§ TASK PROMPT
Make an exact copy of the records, and keep the pictures out of it.

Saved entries
——————————
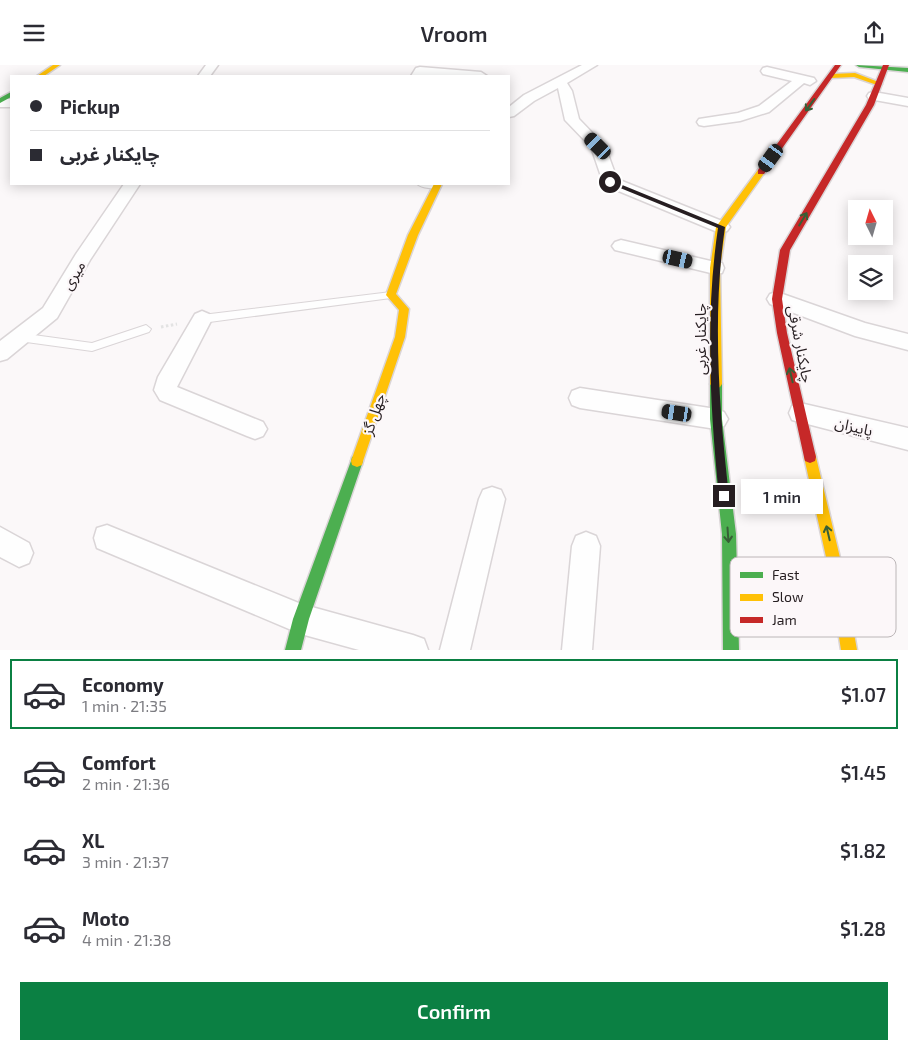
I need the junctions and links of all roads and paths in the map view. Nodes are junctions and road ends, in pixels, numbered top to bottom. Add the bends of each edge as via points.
1 (58, 65) edge
2 (591, 65) edge
3 (838, 65) edge
4 (859, 65) edge
5 (886, 66) edge
6 (908, 70) edge
7 (767, 71) dead end
8 (42, 75) edge
9 (418, 75) edge
10 (469, 75) edge
11 (802, 79) junction
12 (828, 80) junction
13 (560, 82) junction
14 (877, 89) junction
15 (510, 96) edge
16 (525, 101) junction
17 (908, 102) edge
18 (510, 112) edge
19 (704, 122) dead end
20 (131, 185) edge
21 (436, 185) edge
22 (721, 227) junction
23 (621, 246) dead end
24 (715, 268) junction
25 (391, 295) junction
26 (777, 299) junction
27 (202, 319) joint
28 (146, 329) dead end
29 (19, 337) junction
30 (908, 342) edge
31 (0, 353) edge
32 (580, 398) dead end
33 (800, 413) junction
34 (716, 419) junction
35 (255, 429) dead end
36 (908, 439) edge
37 (492, 499) dead end
38 (107, 539) dead end
39 (586, 546) dead end
40 (833, 557) edge
41 (730, 592) edge
42 (301, 619) junction
43 (731, 637) edge
44 (847, 637) edge
45 (293, 650) edge
46 (413, 650) edge
47 (455, 650) edge
48 (577, 650) edge
49 (731, 650) edge
50 (849, 650) edge

1 - 8 main road
2 - 13 street
3 - 12 main road, چایکنار غربی
4 - 5 main road
5 - 6 main road
5 - 14 main road, چایکنار شرقی
7 - 11 street
9 - 10 street via 420,71
11 - 12 street
11 - 19 street via 764,109 740,117
12 - 14 main road via 850,75 871,79
12 -> 22 main road, چایکنار غربی
13 - 16 street
13 - 22 street via 566,91 572,120 598,146 610,182
14 - 17 street
26 -> 14 main road, چایکنار شرقی via 785,250
15 - 16 street
16 - 18 street
20 - 29 street, میری via 50,313
21 - 25 main road
22 - 24 main road, چایکنار غربی
23 - 24 street
24 - 34 main road, چایکنار غربی
25 - 27 lane
25 - 42 main road, چهل گز via 404,309 400,337
26 - 30 street via 862,331
33 -> 26 main road, چایکنار شرقی
27 - 35 street via 166,383 166,390
28 - 29 lane via 92,347
29 - 31 street, میری
32 - 34 street
33 - 36 street, پاییزان
40 -> 33 main road, چایکنار شرقی
34 -> 41 main road, چایکنار غربی via 729,534
37 - 47 street
38 - 42 street
39 - 48 street
42 - 45 main road, چهل گز
42 - 46 street
43 -> 49 main road, چایکنار غربی
50 -> 44 main road, چایکنار شرقی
——————————
§ EXPECTED ANSWER
I need the junctions and links of all roads and paths in the map view. Nodes are junctions and road ends, in pixels, numbered top to bottom. Add the bends of each edge as via points.
1 (58, 65) edge
2 (591, 65) edge
3 (838, 65) edge
4 (859, 65) edge
5 (886, 66) edge
6 (908, 70) edge
7 (767, 71) dead end
8 (42, 75) edge
9 (418, 75) edge
10 (469, 75) edge
11 (802, 79) junction
12 (828, 80) junction
13 (560, 82) junction
14 (877, 89) junction
15 (510, 96) edge
16 (525, 101) junction
17 (908, 102) edge
18 (510, 112) edge
19 (704, 122) dead end
20 (131, 185) edge
21 (436, 185) edge
22 (721, 227) junction
23 (621, 246) dead end
24 (715, 268) junction
25 (391, 295) junction
26 (777, 299) junction
27 (202, 319) joint
28 (146, 329) dead end
29 (19, 337) junction
30 (908, 342) edge
31 (0, 353) edge
32 (580, 398) dead end
33 (800, 413) junction
34 (716, 419) junction
35 (255, 429) dead end
36 (908, 439) edge
37 (492, 499) dead end
38 (107, 539) dead end
39 (586, 546) dead end
40 (833, 557) edge
41 (730, 592) edge
42 (301, 619) junction
43 (731, 637) edge
44 (847, 637) edge
45 (293, 650) edge
46 (413, 650) edge
47 (455, 650) edge
48 (577, 650) edge
49 (731, 650) edge
50 (849, 650) edge

1 - 8 main road
2 - 13 street
3 - 12 main road, چایکنار غربی
4 - 5 main road
5 - 6 main road
5 - 14 main road, چایکنار شرقی
7 - 11 street
9 - 10 street via 420,71
11 - 12 street
11 - 19 street via 764,109 740,117
12 - 14 main road via 850,75 871,79
12 -> 22 main road, چایکنار غربی
13 - 16 street
13 - 22 street via 566,91 572,120 598,146 610,182
14 - 17 street
26 -> 14 main road, چایکنار شرقی via 785,250
15 - 16 street
16 - 18 street
20 - 29 street, میری via 50,313
21 - 25 main road
22 - 24 main road, چایکنار غربی
23 - 24 street
24 - 34 main road, چایکنار غربی
25 - 27 lane
25 - 42 main road, چهل گز via 404,309 400,337
26 - 30 street via 862,331
33 -> 26 main road, چایکنار شرقی
27 - 35 street via 166,383 166,390
28 - 29 lane via 92,347
29 - 31 street, میری
32 - 34 street
33 - 36 street, پاییزان
40 -> 33 main road, چایکنار شرقی
34 -> 41 main road, چایکنار غربی via 729,534
37 - 47 street
38 - 42 street
39 - 48 street
42 - 45 main road, چهل گز
42 - 46 street
43 -> 49 main road, چایکنار غربی
50 -> 44 main road, چایکنار شرقی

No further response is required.